O 2º Juizado Especial Cível de Araguaína condenou o Facebook a desativar uma conta de WhatsApp utilizada na aplicação de golpes com uso indevido da identidade da advogada Suellen da Silva Battaglia, além de pagar R$ 5 mil por danos morais. A sentença aponta falha na prestação de serviços da plataforma, que manteve o número ativo por mais de 30 dias mesmo após o registro de denúncias e boletins de ocorrência.

De acordo com a decisão, a empresa não demonstrou ter adotado medidas eficazes para bloquear os perfis fraudulentos informados, o que permitiu a continuidade das práticas ilícitas. O magistrado entendeu que, ainda que os crimes tenham sido cometidos por terceiros, a plataforma tem responsabilidade de agir com rapidez para proteger os usuários, com base na teoria do risco da atividade.

O caso ocorre em um contexto de aumento dos chamados “golpes do falso advogado”, prática recorrente em aplicativos de mensagens. No Tocantins, a Ordem dos Advogados do Brasil – Seccional Tocantins (OAB/TO) tem adotado iniciativas voltadas à prevenção desse tipo de fraude, incluindo campanhas de orientação à população e à classe jurídica, além de cobranças por maior controle das empresas de tecnologia.

A entidade avalia que esse tipo de crime ultrapassa danos à imagem profissional, atingindo também as vítimas com prejuízos financeiros e impactos emocionais.
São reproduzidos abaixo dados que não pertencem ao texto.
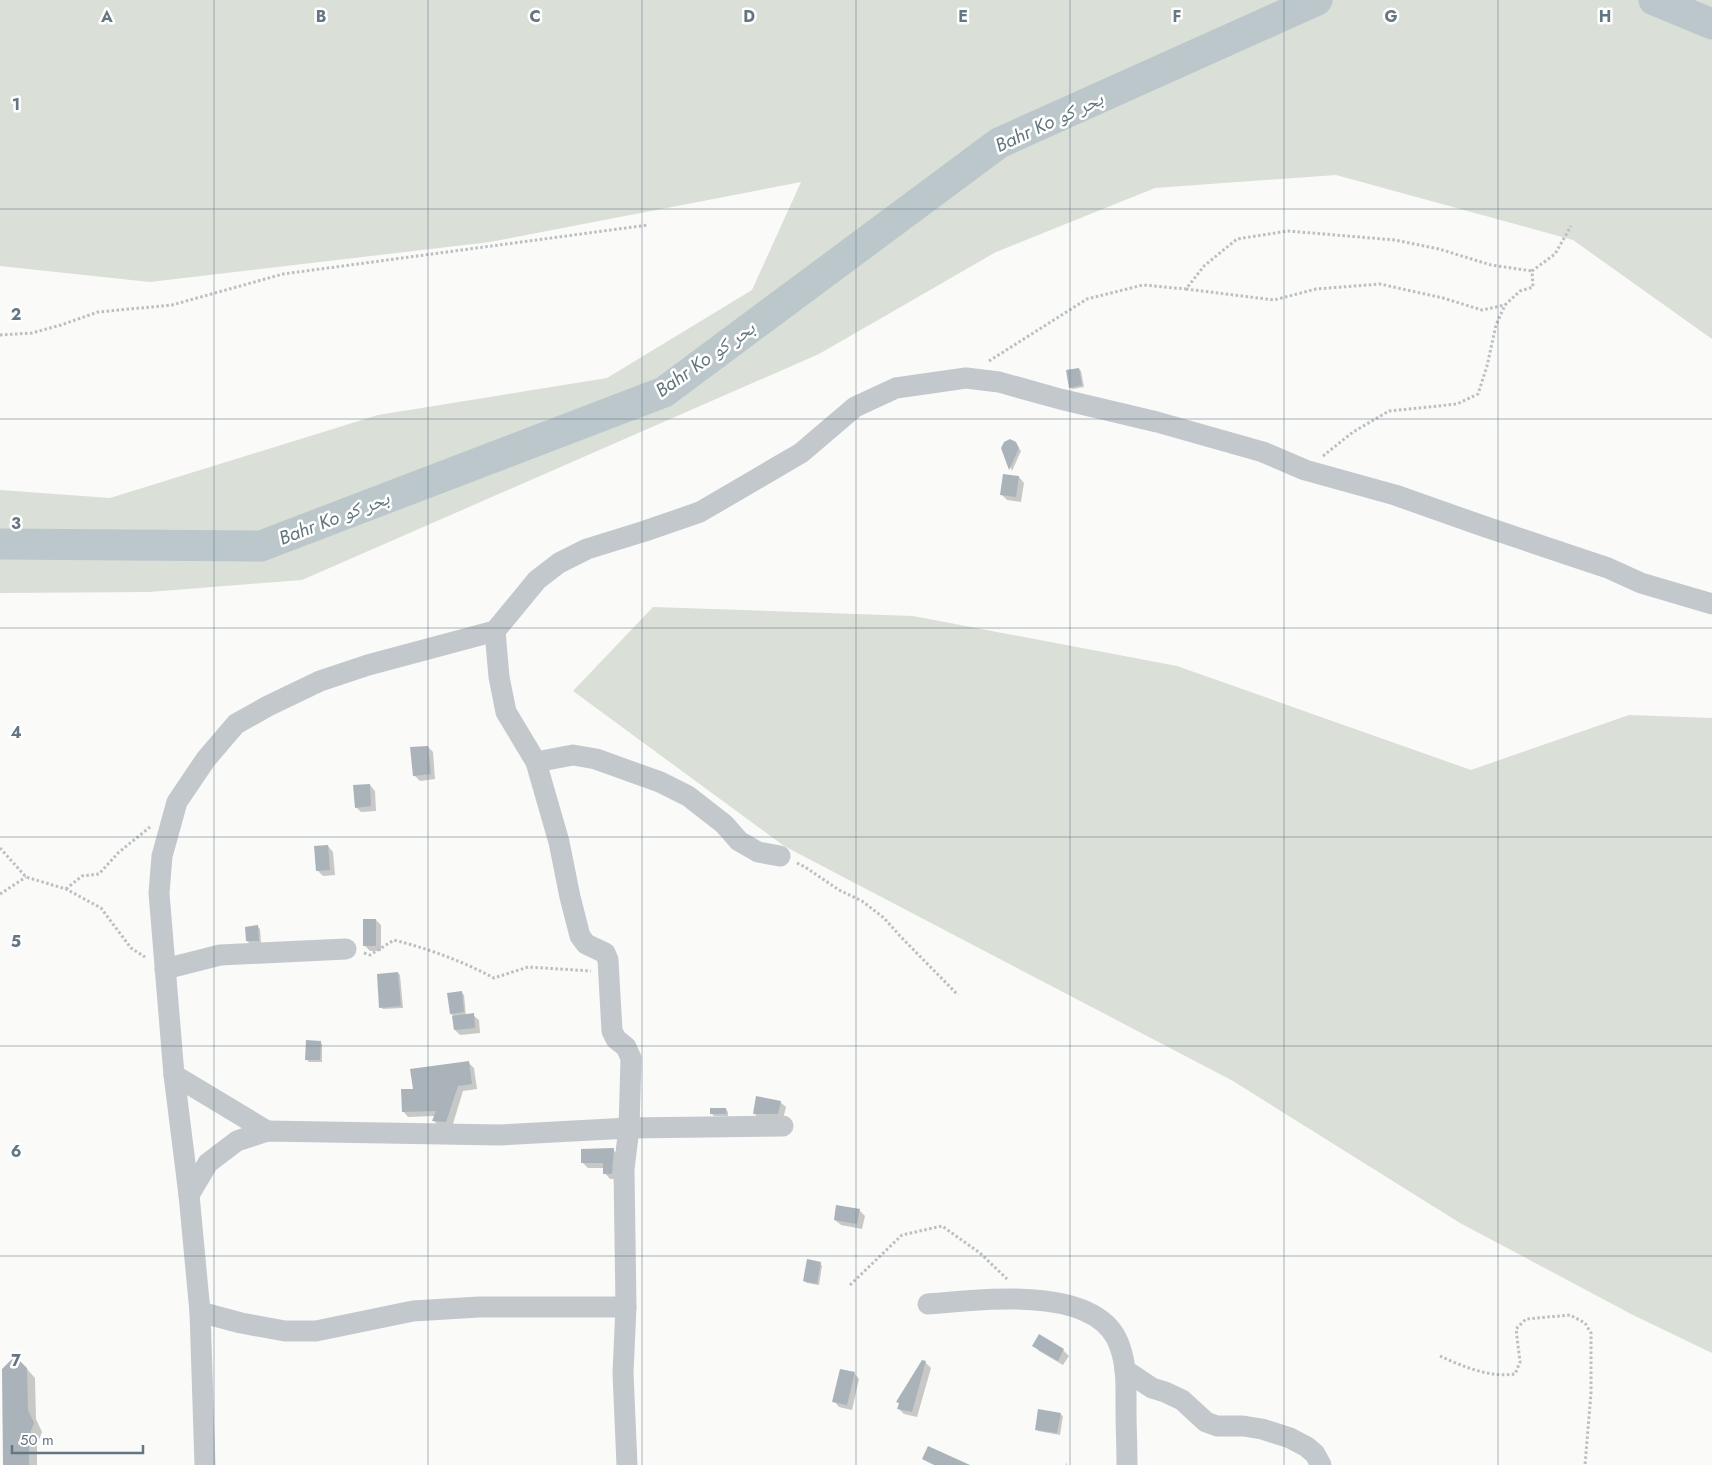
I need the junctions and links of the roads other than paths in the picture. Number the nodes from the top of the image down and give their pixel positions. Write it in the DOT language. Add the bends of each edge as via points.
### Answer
graph roads {
  1 [pos="1712,604"];
  2 [pos="495,631"];
  3 [pos="536,762"];
  4 [pos="780,856"];
  5 [pos="346,949"];
  6 [pos="165,969"];
  7 [pos="174,1075"];
  8 [pos="783,1126"];
  9 [pos="629,1128"];
  10 [pos="267,1131"];
  11 [pos="189,1195"];
  12 [pos="928,1304"];
  13 [pos="626,1307"];
  14 [pos="200,1312"];
  15 [pos="1125,1370"];
  16 [pos="1152,1388"];
  17 [pos="1126,1414"];
  18 [pos="205,1465"];
  19 [pos="627,1465"];
  20 [pos="1127,1465"];
  21 [pos="1322,1465"];
  1 -- 2 [label="street" via="1641,583 1608,568 1395,495 1305,470 1263,452 998,382 966,378 896,388 855,407 801,453 700,512 587,549 559,563 537,580"];
  2 -- 3 [label="street" via="506,712"];
  2 -- 6 [label="street" via="368,665 320,682 236,724 206,758 176,802 162,856 159,893"];
  3 -- 4 [label="street" via="573,755 596,759 660,782 688,796 724,824 738,841 758,852"];
  3 -- 9 [label="street" via="559,842 580,936 586,944 604,953 608,960 612,1031 631,1058"];
  5 -- 6 [label="street" via="220,955"];
  6 -- 7 [label="street"];
  7 -- 10 [label="street"];
  7 -- 11 [label="street"];
  8 -- 9 [label="street"];
  9 -- 10 [label="street" via="500,1135"];
  9 -- 13 [label="street" via="624,1169"];
  10 -- 11 [label="street" via="237,1142 208,1163"];
  11 -- 14 [label="street"];
  12 -- 15 [label="street" via="1023,1299 1075,1307 1101,1319 1112,1331 1120,1346"];
  13 -- 14 [label="street" via="479,1307 412,1311 316,1331 285,1331"];
  13 -- 19 [label="street" via="623,1373"];
  14 -- 18 [label="street"];
  15 -- 16 [label="street"];
  15 -- 17 [label="street"];
  16 -- 17 [label="street"];
  16 -- 21 [label="street" via="1182,1400 1206,1422 1217,1426 1262,1429 1290,1438 1307,1447"];
  17 -- 20 [label="street"];
}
Em manifestação, a advogada Suellen Battaglia afirmou que a sentença representa um reconhecimento da vulnerabilidade da advocacia diante desse tipo de fraude. Segundo ela, a decisão também sinaliza a necessidade de proteção não apenas aos clientes, mas aos próprios profissionais que têm suas identidades utilizadas de forma indevida.